Researchers have discovered a website tricking users into downloading a fake Firefox update. The site conducts a phony security scan and prompts the victim to install malware on their machine.
The site, which has been shut down, contained a Mozilla Firefox logo and a malicious executable file. Visitors to the site were greeted with a fake scan, a technique commonly used to push rogue antivirus software. After the bogus scan, the site suggests the user update their browser in order to be more protected from “different Internet dangers.”
The user is prompted to download the executable file, which GFI detected as Trojan.Win32.Generic!BT. Once the malicious program is installed, the malware opens new windows or tabs in browsers that direct to different survey pages.
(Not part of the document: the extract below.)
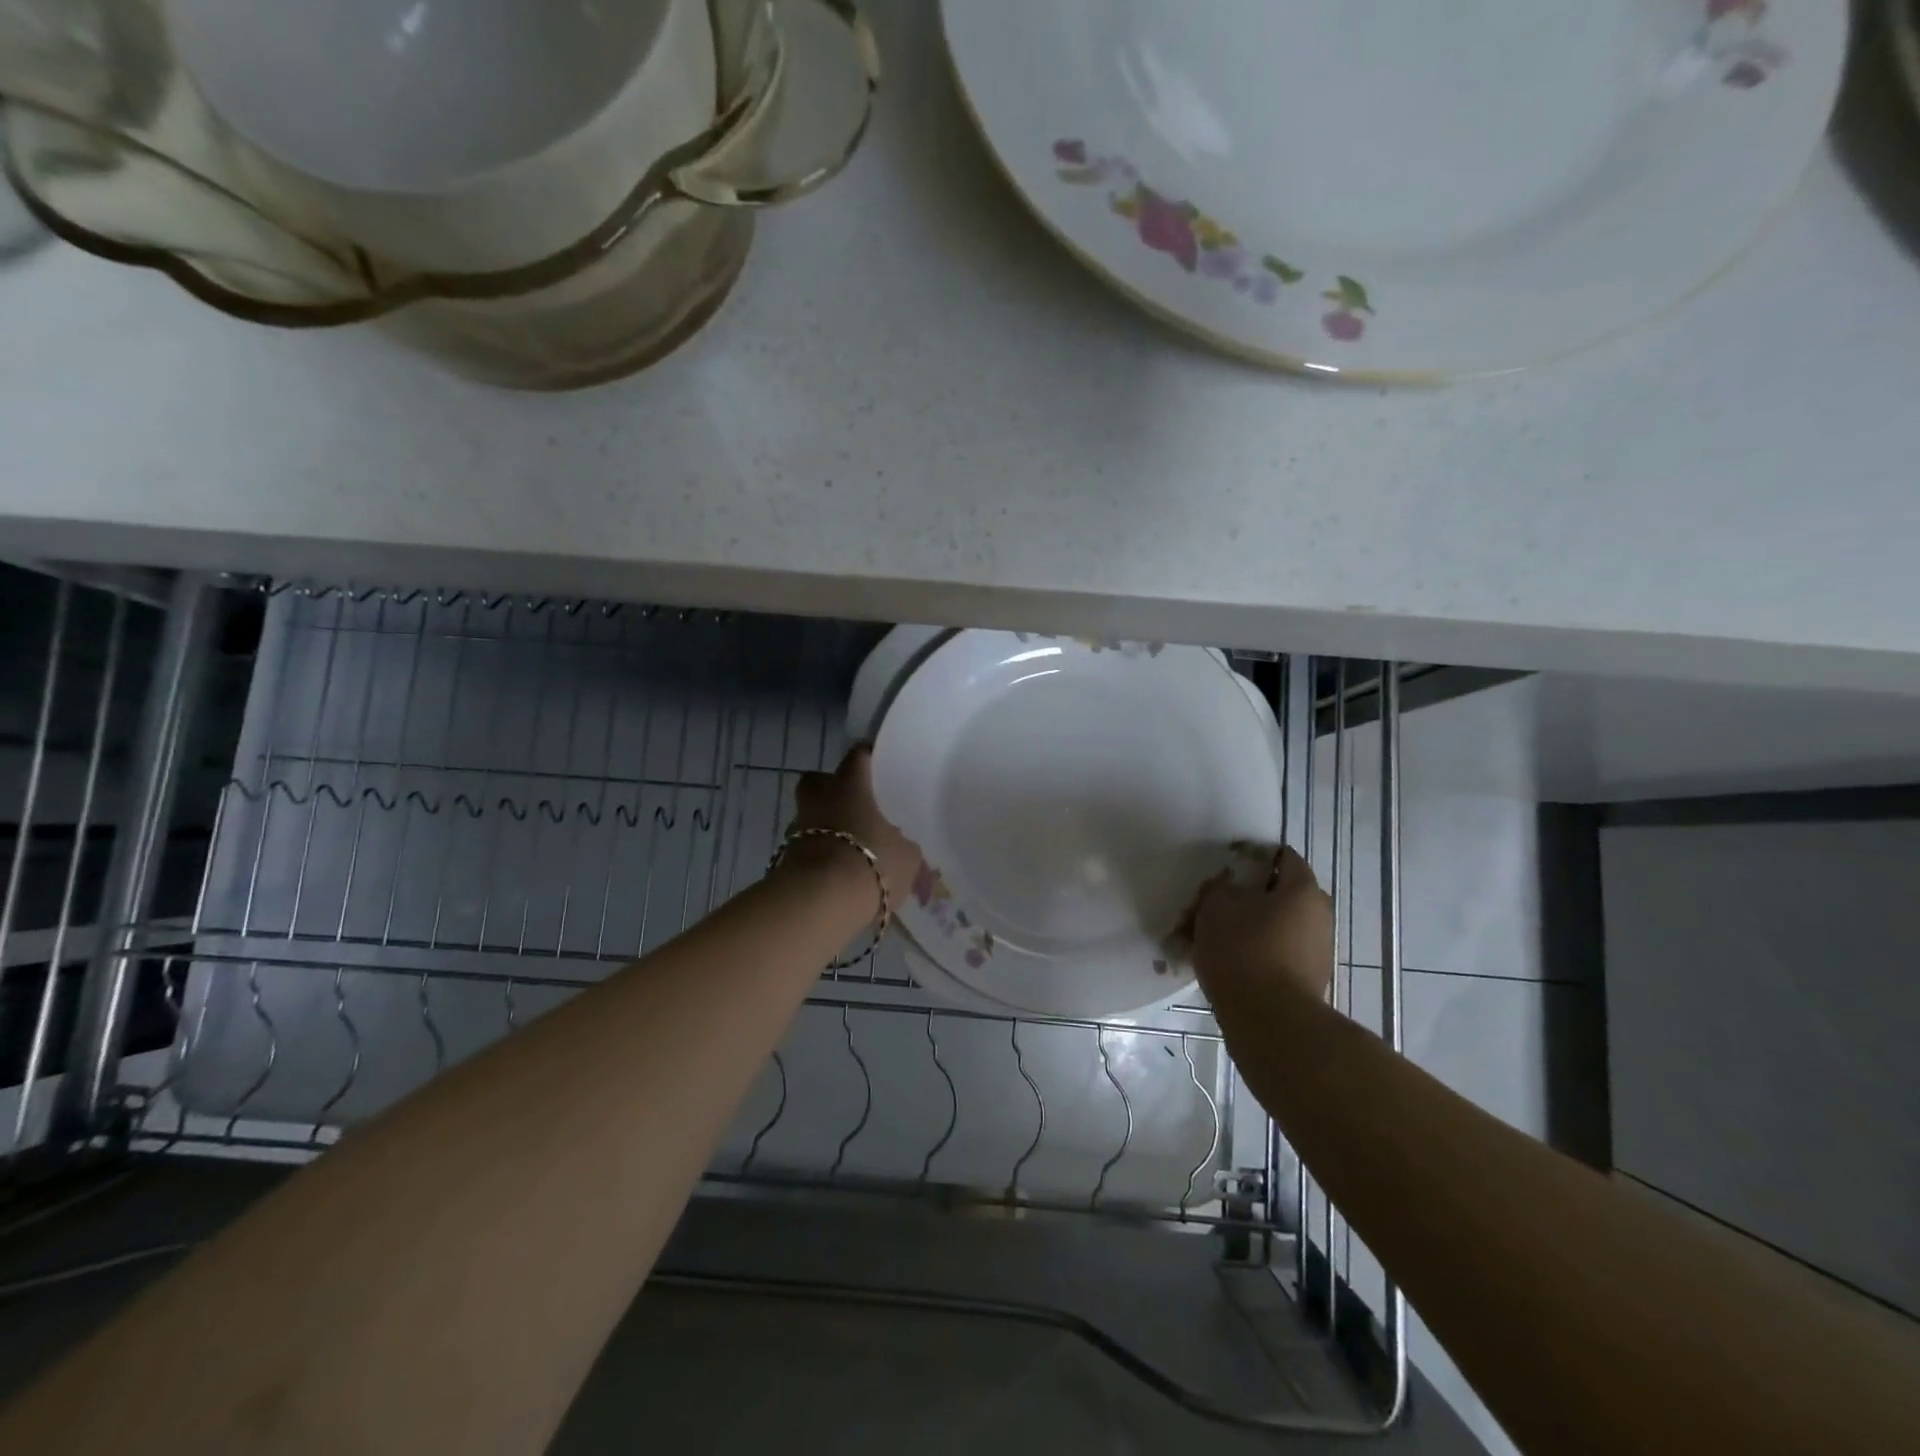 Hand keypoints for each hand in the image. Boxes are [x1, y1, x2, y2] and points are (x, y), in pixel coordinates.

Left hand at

“Based on multiple tests, minutes after the said pages load, this executable connects to various websites to download and install random programs, some of which may be legitimate,” said Jovi Umawing of GFI in the company’s blog. GFI Labs also identified several other websites running similar scams.
The technique, while not as widely used as fake antivirus or phishing, is not new.
A similar phony browser update scam was detected by Symantec in 2010. In that attack, according to Symantec, a dialogue box apparently forced Firefox and Chrome update notification windows to pop up. Once downloaded, the executable looks like a variation of Security Tool, a scareware application that displays exaggerated pop-ups.
“If more savvy users don’t download the misleading application executable, then these websites will redirect users to a website that, in turn, further redirects to a malicious website that is hosting the infamous Phoenix exploit kit,” wrote Symantec researcher Parveen Vashishtha.
Phoenix, which is heavily protected against detection by antivirus software, exploits vulnerabilities in Web browsers to deliver additional malware into the system.
Attackers have also attempted to trick users into installing bogus Microsoft security updates.